Goal of the exercise
Copy out the data that comes next, character for character, and leave the images aside.

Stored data
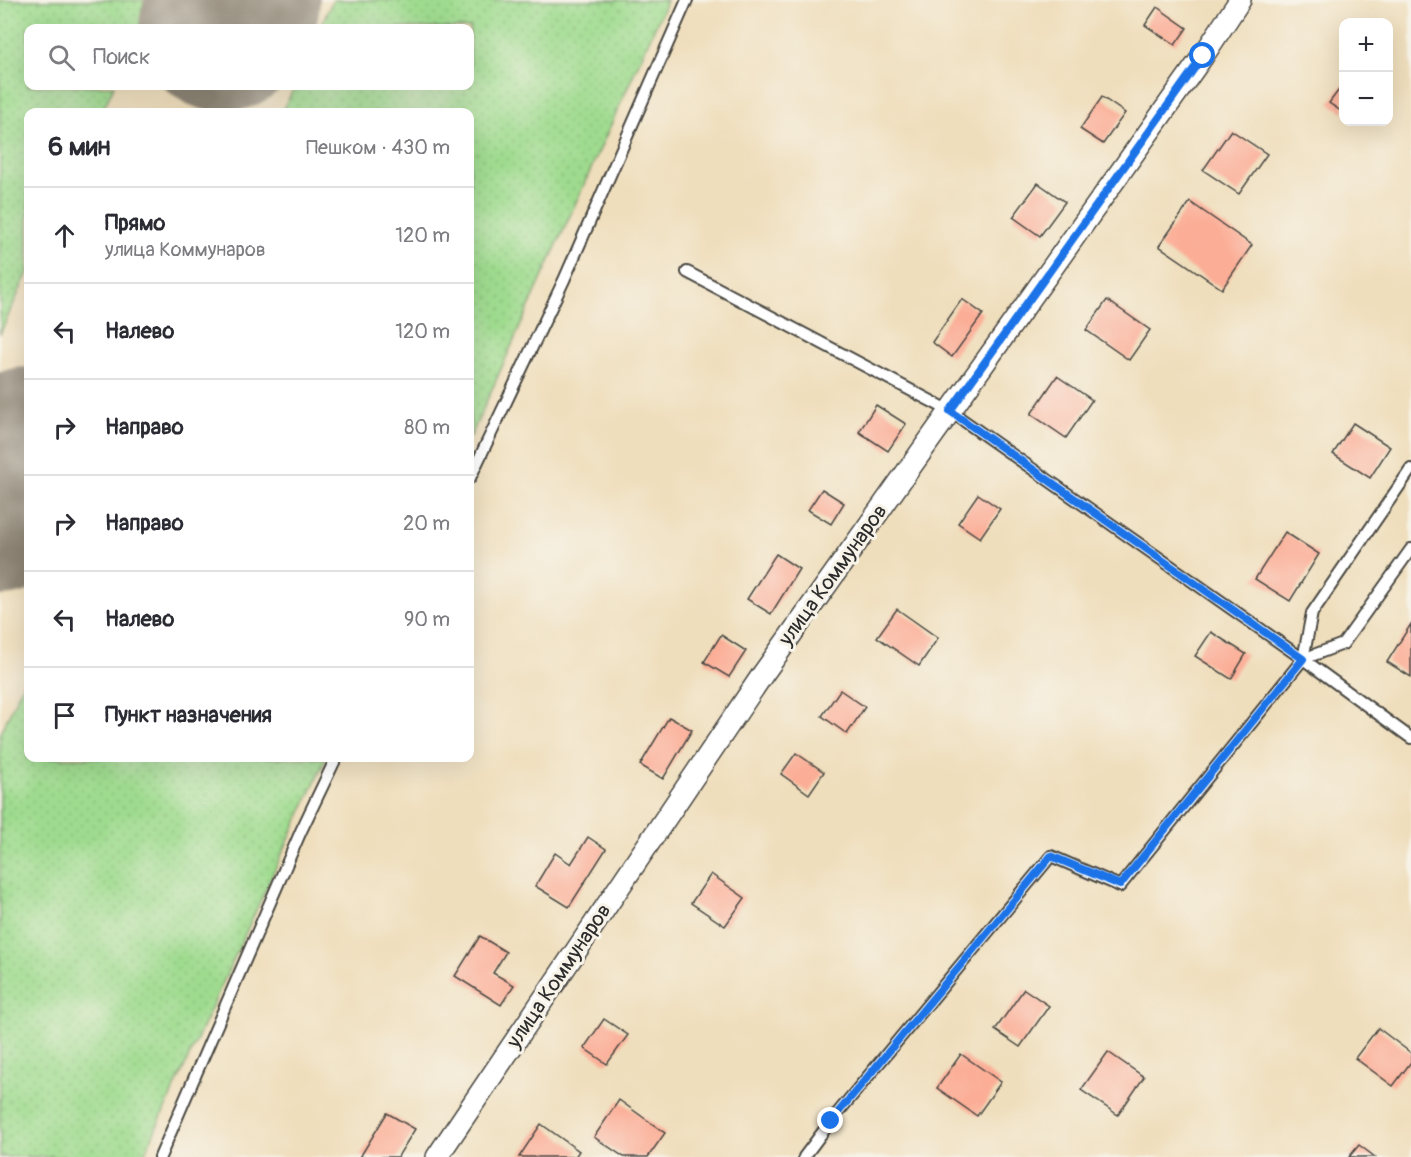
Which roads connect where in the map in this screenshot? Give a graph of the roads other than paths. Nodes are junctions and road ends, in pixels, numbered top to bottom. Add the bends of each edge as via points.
1 (687, 0) edge
2 (1240, 0) edge
3 (687, 272) dead end
4 (950, 411) junction
5 (1411, 469) edge
6 (474, 470) edge
7 (1411, 549) edge
8 (1303, 659) junction
9 (1411, 738) edge
10 (334, 762) edge
11 (160, 1157) edge
12 (436, 1157) edge
13 (804, 1157) edge

1 - 6 lane via 564,280
2 - 4 street, улица Коммунаров
3 - 4 lane
4 - 8 lane
4 - 12 street, улица Коммунаров via 762,674
5 - 8 lane via 1312,613
7 - 8 lane via 1343,644
8 - 9 lane
8 - 13 lane via 1120,885 1051,856
10 - 11 lane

Output
Which roads connect where in the map in this screenshot? Give a graph of the roads other than paths. Nodes are junctions and road ends, in pixels, numbered top to bottom. Add the bends of each edge as via points.
1 (687, 0) edge
2 (1240, 0) edge
3 (687, 272) dead end
4 (950, 411) junction
5 (1411, 469) edge
6 (474, 470) edge
7 (1411, 549) edge
8 (1303, 659) junction
9 (1411, 738) edge
10 (334, 762) edge
11 (160, 1157) edge
12 (436, 1157) edge
13 (804, 1157) edge

1 - 6 lane via 564,280
2 - 4 street, улица Коммунаров
3 - 4 lane
4 - 8 lane
4 - 12 street, улица Коммунаров via 762,674
5 - 8 lane via 1312,613
7 - 8 lane via 1343,644
8 - 9 lane
8 - 13 lane via 1120,885 1051,856
10 - 11 lane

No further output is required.